As countries plan their responses to mpox, three key considerations should be kept in mind. First, it is important to recognize that bushmeat is a crucial part of many communities' lives and contributes to their health and well-being. Second, responses should be developed with input from local communities to minimize any impacts of voluntary behavior changes, which will increase the chances of successful adoption; the One Health approach can help with this by bringing different actors together. Lastly, high-income countries should lead by not only sharing knowledge but also boosting funding for global health initiatives, as this investment can substantially reduce the risk of future outbreaks.

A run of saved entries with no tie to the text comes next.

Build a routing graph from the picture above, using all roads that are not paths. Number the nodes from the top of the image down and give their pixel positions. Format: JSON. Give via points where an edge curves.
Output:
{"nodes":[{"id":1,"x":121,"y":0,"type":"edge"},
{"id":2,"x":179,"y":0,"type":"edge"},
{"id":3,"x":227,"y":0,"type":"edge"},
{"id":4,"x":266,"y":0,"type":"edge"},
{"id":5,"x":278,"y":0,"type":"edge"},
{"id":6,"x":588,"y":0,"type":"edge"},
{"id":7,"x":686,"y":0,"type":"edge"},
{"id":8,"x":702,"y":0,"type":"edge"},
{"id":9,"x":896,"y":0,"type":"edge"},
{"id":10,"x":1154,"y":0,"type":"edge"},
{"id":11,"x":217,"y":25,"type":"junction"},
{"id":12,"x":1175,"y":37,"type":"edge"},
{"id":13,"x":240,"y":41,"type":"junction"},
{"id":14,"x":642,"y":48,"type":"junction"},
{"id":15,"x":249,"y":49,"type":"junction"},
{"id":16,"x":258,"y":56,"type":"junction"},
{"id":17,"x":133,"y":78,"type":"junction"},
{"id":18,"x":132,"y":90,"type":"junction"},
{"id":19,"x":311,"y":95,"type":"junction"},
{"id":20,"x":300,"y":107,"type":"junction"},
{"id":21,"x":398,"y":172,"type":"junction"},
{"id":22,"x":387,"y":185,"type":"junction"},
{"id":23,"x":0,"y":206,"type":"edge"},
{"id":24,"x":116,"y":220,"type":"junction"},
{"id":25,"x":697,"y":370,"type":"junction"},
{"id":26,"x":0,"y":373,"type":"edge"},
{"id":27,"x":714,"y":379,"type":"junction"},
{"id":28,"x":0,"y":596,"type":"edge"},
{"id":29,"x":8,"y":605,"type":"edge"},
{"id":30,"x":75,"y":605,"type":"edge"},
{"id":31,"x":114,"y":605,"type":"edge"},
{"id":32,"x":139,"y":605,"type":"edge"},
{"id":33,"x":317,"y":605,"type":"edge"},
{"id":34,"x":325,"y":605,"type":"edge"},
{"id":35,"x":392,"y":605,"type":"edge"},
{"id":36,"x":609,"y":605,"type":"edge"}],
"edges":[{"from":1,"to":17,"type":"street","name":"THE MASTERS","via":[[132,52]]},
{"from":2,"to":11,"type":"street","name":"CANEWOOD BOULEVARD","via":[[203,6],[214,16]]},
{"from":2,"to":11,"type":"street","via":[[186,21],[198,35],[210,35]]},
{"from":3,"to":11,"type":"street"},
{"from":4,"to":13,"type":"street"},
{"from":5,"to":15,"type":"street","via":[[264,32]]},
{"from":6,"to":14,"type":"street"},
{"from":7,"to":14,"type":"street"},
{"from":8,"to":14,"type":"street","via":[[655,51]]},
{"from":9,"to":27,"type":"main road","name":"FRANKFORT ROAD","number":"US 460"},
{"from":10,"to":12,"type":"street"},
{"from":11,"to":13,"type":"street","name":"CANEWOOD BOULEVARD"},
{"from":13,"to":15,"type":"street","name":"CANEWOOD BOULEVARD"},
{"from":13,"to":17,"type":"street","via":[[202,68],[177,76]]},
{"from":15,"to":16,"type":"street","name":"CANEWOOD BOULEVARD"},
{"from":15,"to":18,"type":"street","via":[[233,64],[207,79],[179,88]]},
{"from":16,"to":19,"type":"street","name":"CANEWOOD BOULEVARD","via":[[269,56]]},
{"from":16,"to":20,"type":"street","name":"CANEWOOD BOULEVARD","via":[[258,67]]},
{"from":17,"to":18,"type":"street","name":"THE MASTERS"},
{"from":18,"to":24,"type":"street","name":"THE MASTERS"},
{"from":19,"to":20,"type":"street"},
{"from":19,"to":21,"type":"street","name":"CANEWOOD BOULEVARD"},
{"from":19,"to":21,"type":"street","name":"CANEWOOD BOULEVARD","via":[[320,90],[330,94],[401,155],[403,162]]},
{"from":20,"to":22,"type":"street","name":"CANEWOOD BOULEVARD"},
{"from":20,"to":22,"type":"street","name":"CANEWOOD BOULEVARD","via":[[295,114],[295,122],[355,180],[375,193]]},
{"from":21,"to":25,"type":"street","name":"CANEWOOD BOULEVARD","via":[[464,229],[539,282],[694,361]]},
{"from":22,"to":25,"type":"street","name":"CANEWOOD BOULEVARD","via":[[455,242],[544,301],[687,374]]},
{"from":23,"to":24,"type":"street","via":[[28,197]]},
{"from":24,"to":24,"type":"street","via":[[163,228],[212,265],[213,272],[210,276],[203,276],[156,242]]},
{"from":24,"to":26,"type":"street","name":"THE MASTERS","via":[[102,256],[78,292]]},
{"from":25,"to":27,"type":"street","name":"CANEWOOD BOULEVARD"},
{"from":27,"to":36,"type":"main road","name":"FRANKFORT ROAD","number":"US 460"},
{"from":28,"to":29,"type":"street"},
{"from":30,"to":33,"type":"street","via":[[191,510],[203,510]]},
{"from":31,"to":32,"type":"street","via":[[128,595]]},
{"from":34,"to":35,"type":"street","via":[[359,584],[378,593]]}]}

A proposed pilot intervention

We propose a pilot project using the “three-legged stool” approach and leveraging One Health collaboration. First, identify a high-risk area for spillover and one amenable to interventions through epidemiological risk-targeting and socio-cultural characterization. Next, develop a proof-of-concept that includes (a) intensive sensitization and training for communities and local authorities; (b) providing subsidies to high bushmeat users for purchasing livestock or other alternative products, with subsidies linked to measurable improvements in biodiversity and reductions in hunting; and (c) engaging national decision-makers to secure buy-in. If successful, we suggest further refinement to maximize benefits, minimize costs, and extend the approach.